Cockerel comb is the large fleshy red skin on top of the cockerel’s head, which is a traditional dish in some European countries.
The applicant, a Spanish company called Bioiberica, states that rooster combs extract (RCE) is rich in sodium hyaluronate (SH) at 60-80%, which it claims helps in lubricating and cushioning joints.
Bioiberica plans to add RCE to dairy foods, including milk-based fermented beverages, milks, yogurts and fromage frais, to help boost SH levels in the diet.
A novel food, is a food or food ingredient that does not have a significant history of consumption within the European Union before 15 May 1997.
The ACNFP has just released its draft opinion, which concluded that it did not have any significant safety concerns.

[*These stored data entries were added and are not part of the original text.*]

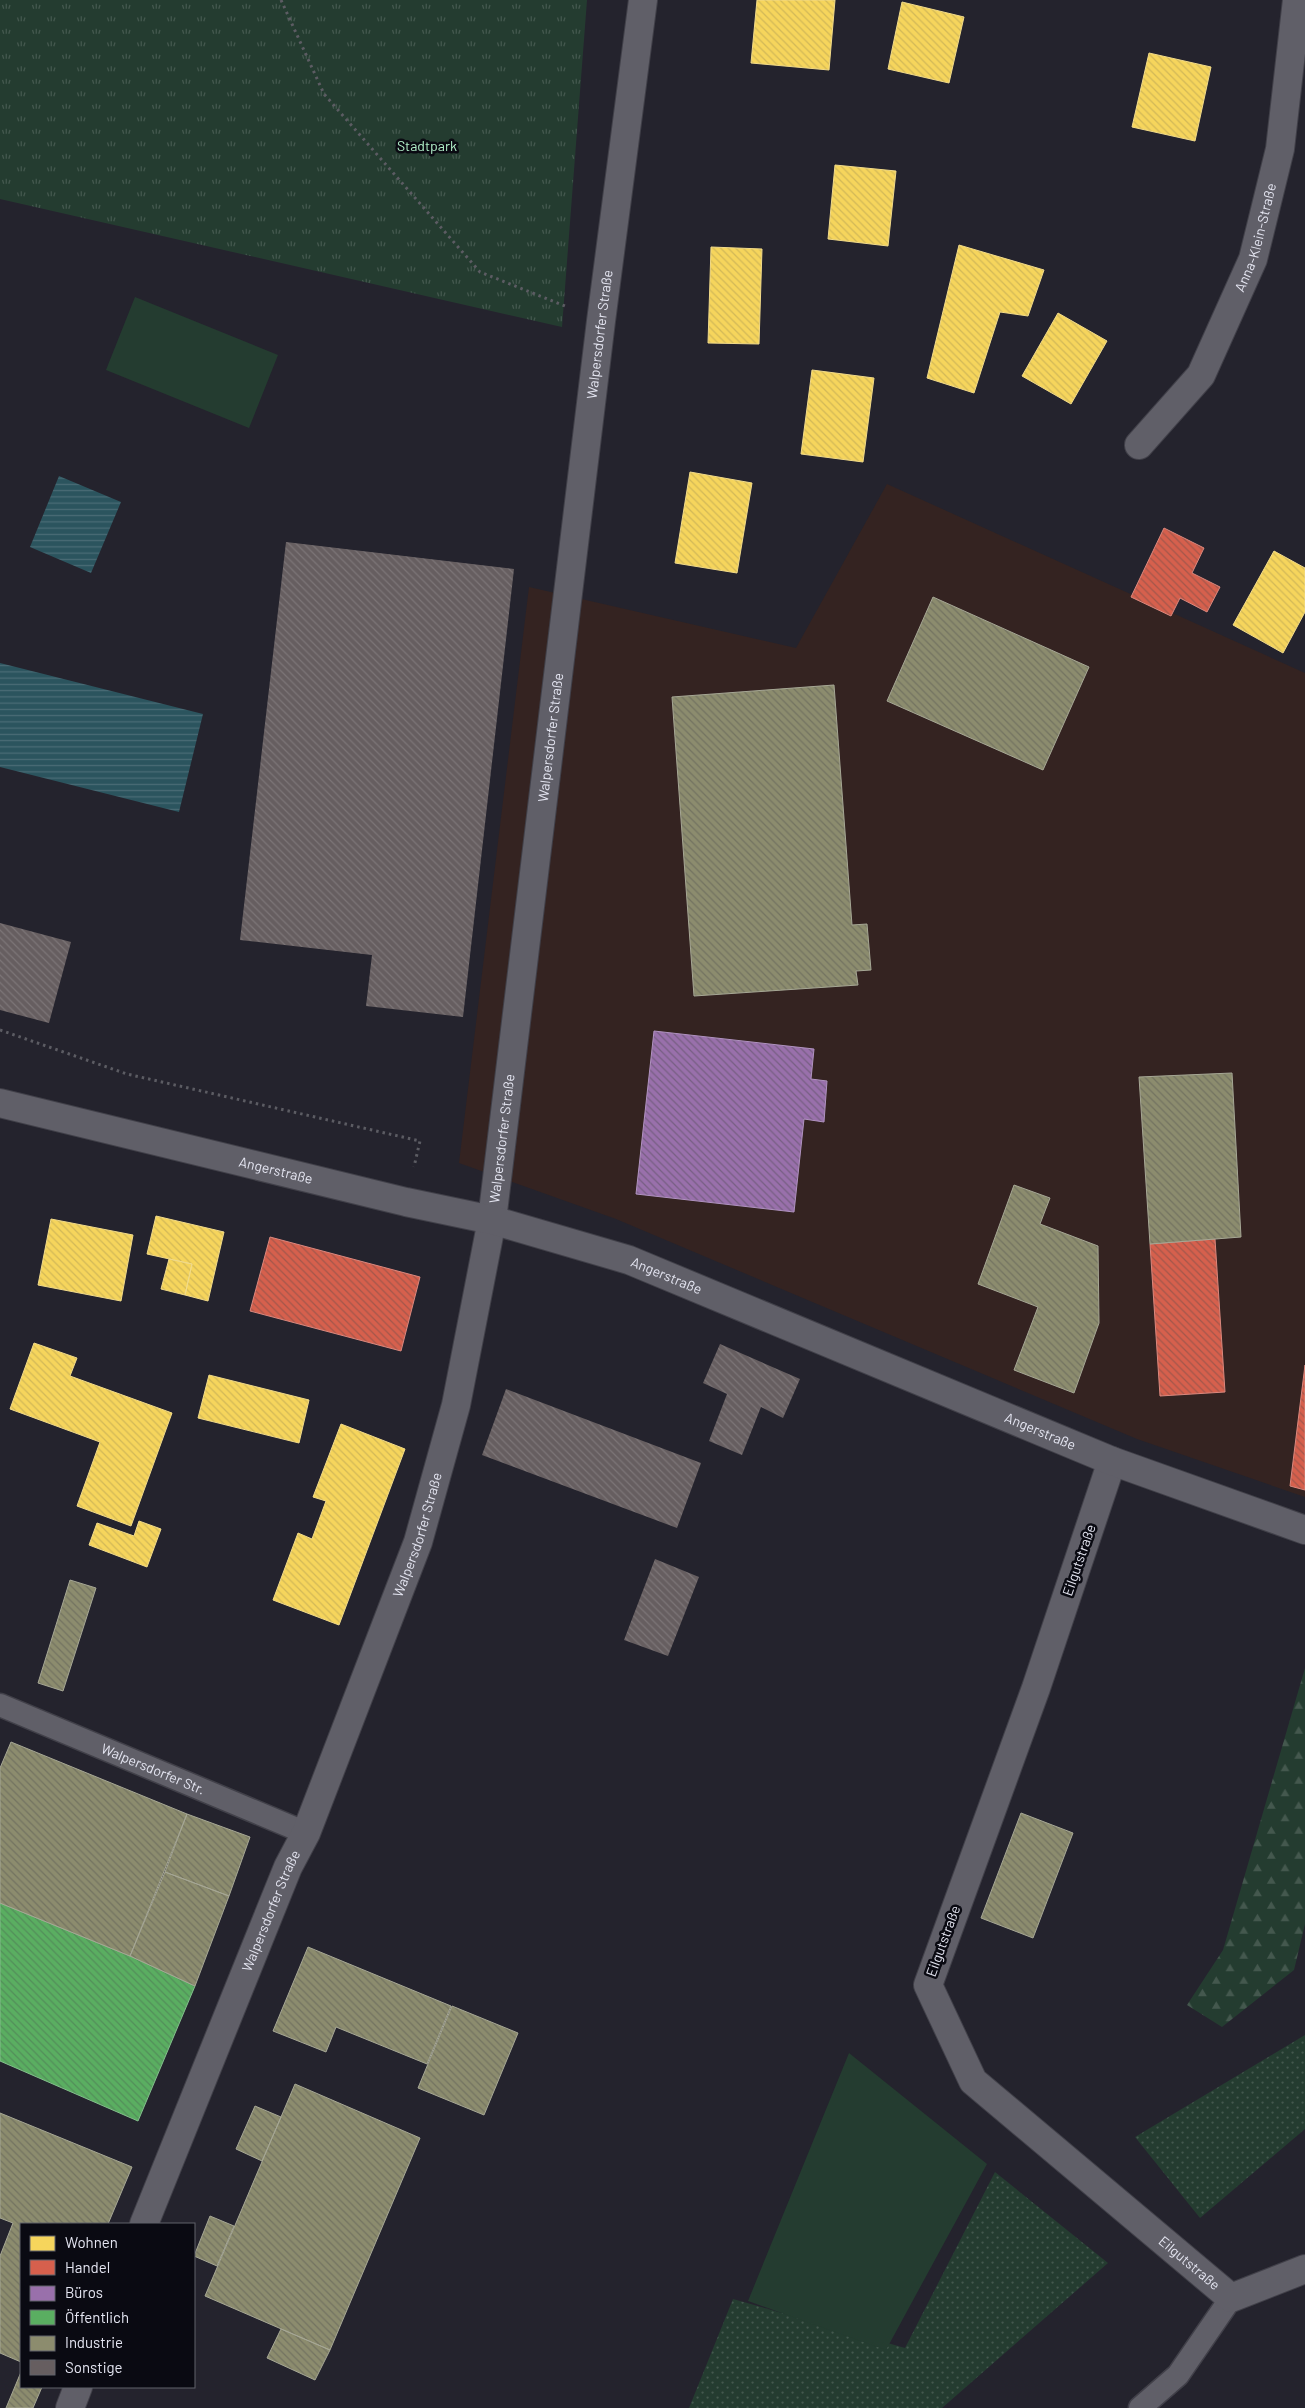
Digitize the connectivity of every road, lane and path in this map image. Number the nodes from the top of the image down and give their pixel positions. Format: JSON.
{"nodes":[{"id":1,"x":281,"y":0,"type":"edge"},
{"id":2,"x":643,"y":0,"type":"edge"},
{"id":3,"x":1297,"y":0,"type":"edge"},
{"id":4,"x":601,"y":321,"type":"junction"},
{"id":5,"x":1139,"y":445,"type":"dead end"},
{"id":6,"x":0,"y":1030,"type":"edge"},
{"id":7,"x":0,"y":1103,"type":"edge"},
{"id":8,"x":406,"y":1202,"type":"junction"},
{"id":9,"x":492,"y":1220,"type":"junction"},
{"id":10,"x":1112,"y":1461,"type":"junction"},
{"id":11,"x":1305,"y":1530,"type":"edge"},
{"id":12,"x":0,"y":1705,"type":"edge"},
{"id":13,"x":306,"y":1833,"type":"junction"},
{"id":14,"x":144,"y":2223,"type":"edge"},
{"id":15,"x":1305,"y":2269,"type":"edge"},
{"id":16,"x":1231,"y":2298,"type":"junction"},
{"id":17,"x":78,"y":2388,"type":"edge"},
{"id":18,"x":70,"y":2408,"type":"edge"},
{"id":19,"x":1140,"y":2408,"type":"edge"}],
"edges":[{"from":1,"to":4,"type":"path"},
{"from":2,"to":4,"type":"street","name":"Walpersdorfer Straße"},
{"from":3,"to":5,"type":"street","name":"Anna-Klein-Straße"},
{"from":4,"to":9,"type":"street","name":"Walpersdorfer Straße"},
{"from":6,"to":8,"type":"path"},
{"from":7,"to":8,"type":"street","name":"Angerstraße"},
{"from":8,"to":9,"type":"street","name":"Angerstraße"},
{"from":9,"to":10,"type":"street","name":"Angerstraße"},
{"from":9,"to":13,"type":"street","name":"Walpersdorfer Straße"},
{"from":10,"to":11,"type":"street","name":"Angerstraße"},
{"from":10,"to":16,"type":"street","name":"Eilgutstraße"},
{"from":12,"to":13,"type":"lane","name":"Walpersdorfer Str."},
{"from":13,"to":14,"type":"street","name":"Walpersdorfer Straße"},
{"from":15,"to":16,"type":"street","name":"Eilgutstraße"},
{"from":16,"to":19,"type":"lane"},
{"from":17,"to":18,"type":"street"}]}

It said: “RCE, added to milk-based fermented beverages, yogurts, milks and fromage frais at the levels proposed by the applicant (80mg per day), is unlikely to present a health risk to consumers.”
The ACNFP assessment is based on safety and not on any possible health benefits. It said any claims relating to maintaining joint health may require approval under the EU Nutrition and Health Claims Regulation (Regulation (EC) No 1924/2006).
Comments on the draft opinion are now being sought by the ACNFP, which will be considered by the committee before it finalises its opinion.